Bu nedenle, zengin ülkelere ait yapay bağlamlarda insan davranışlarının araştırılmasını durdurmak ve gerçekleştiği sorunu ele almak gerekir. Bu şekilde sosyal problemleri çözme ihtiyacı karşılanabilir ve bireysel değil, örneğin milliyetçiler arasındaki çatışmaların yarattığı çatışmalar ve stres ortamları gibi..

Toplumdaki travma

Normalde, psikolojideki travma, kişi için duygular ve derin acı verici düşüncelerle dolu duygusal bir iz olarak anlaşılır, çünkü geçmişte kendisi tarafından yaşamış olan ve çok fazla rahatsızlık veya akut strese neden olan deneyimlerden bahseder..

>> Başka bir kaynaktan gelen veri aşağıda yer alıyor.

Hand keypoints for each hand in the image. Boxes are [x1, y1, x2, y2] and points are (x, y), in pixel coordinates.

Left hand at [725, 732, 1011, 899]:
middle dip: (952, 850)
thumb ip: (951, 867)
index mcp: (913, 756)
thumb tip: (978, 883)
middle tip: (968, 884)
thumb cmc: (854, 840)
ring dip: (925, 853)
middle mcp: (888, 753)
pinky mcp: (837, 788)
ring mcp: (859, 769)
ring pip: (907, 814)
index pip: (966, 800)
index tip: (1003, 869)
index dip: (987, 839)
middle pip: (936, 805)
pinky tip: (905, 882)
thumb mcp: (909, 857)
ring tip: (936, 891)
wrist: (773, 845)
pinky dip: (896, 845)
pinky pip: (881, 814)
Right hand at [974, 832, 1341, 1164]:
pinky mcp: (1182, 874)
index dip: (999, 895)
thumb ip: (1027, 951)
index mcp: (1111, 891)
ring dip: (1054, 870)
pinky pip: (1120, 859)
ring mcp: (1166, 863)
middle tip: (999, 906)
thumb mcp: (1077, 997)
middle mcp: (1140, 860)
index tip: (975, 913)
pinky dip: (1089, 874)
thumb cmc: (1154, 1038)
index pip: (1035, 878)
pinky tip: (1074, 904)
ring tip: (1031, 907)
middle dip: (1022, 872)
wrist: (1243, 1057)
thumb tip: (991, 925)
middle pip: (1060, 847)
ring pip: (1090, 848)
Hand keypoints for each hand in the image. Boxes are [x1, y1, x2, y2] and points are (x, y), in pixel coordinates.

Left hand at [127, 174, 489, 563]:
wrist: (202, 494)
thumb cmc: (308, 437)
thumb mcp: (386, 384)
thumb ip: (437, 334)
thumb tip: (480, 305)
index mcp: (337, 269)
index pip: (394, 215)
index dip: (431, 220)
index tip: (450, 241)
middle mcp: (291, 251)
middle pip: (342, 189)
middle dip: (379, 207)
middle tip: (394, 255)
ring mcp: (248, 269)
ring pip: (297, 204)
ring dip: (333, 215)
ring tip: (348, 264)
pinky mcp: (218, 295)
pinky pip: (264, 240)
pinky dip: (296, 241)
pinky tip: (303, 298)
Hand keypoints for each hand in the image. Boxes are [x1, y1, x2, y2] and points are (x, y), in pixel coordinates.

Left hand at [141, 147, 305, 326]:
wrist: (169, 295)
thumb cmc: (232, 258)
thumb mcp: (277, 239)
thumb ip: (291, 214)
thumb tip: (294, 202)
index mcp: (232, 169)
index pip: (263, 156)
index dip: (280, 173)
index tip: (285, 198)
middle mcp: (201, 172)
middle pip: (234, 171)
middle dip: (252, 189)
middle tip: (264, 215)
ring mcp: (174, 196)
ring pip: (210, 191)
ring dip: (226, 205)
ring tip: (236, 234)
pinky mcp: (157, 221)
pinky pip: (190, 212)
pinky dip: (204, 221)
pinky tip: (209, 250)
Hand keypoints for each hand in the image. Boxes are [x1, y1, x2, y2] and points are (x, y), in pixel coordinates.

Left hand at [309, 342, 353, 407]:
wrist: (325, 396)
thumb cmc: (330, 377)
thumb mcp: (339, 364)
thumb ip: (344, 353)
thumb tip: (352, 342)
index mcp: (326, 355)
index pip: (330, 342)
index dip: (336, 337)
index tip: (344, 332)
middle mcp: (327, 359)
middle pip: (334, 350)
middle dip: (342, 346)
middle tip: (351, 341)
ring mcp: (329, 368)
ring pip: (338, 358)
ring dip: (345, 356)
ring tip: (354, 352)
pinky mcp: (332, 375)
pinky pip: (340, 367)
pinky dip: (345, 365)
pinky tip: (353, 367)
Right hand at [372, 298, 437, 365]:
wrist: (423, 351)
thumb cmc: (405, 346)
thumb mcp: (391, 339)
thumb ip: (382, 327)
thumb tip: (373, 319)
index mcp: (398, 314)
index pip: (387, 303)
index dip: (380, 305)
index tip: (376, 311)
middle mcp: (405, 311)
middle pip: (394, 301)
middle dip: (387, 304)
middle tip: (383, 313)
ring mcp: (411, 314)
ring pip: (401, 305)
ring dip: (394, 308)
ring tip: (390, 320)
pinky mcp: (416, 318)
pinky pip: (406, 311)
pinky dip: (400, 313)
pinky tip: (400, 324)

Bununla birlikte, Martín-Baró ve Kurtuluş Psikolojisi için travma aynı zamanda kolektif bir fenomen olabilir, nedeni bireysel olarak değil, kollektif ve nesiller boyunca miras kalan bir deneyim olmayan bir şey. Aslında Martín-Baró, bu toplu travmaların propaganda amaçlı olarak gizlice beslenmesinde geleneksel psikolojinin sık sık kullanıldığını; bu acıyı seçkinlere uygun hedeflere yönlendirmek istiyor.

Dolayısıyla, Kurtuluş Psikolojisi için, bir bölgedeki sık görülen zihinsel sorunları bilmek bize o bölgenin tarihi hakkında konuşur ve bu nedenle, üzerinde hareket etmeden, psikososyal açıdan yaklaşılması gereken çatışma kaynağının yönünü işaret eder. bireyler.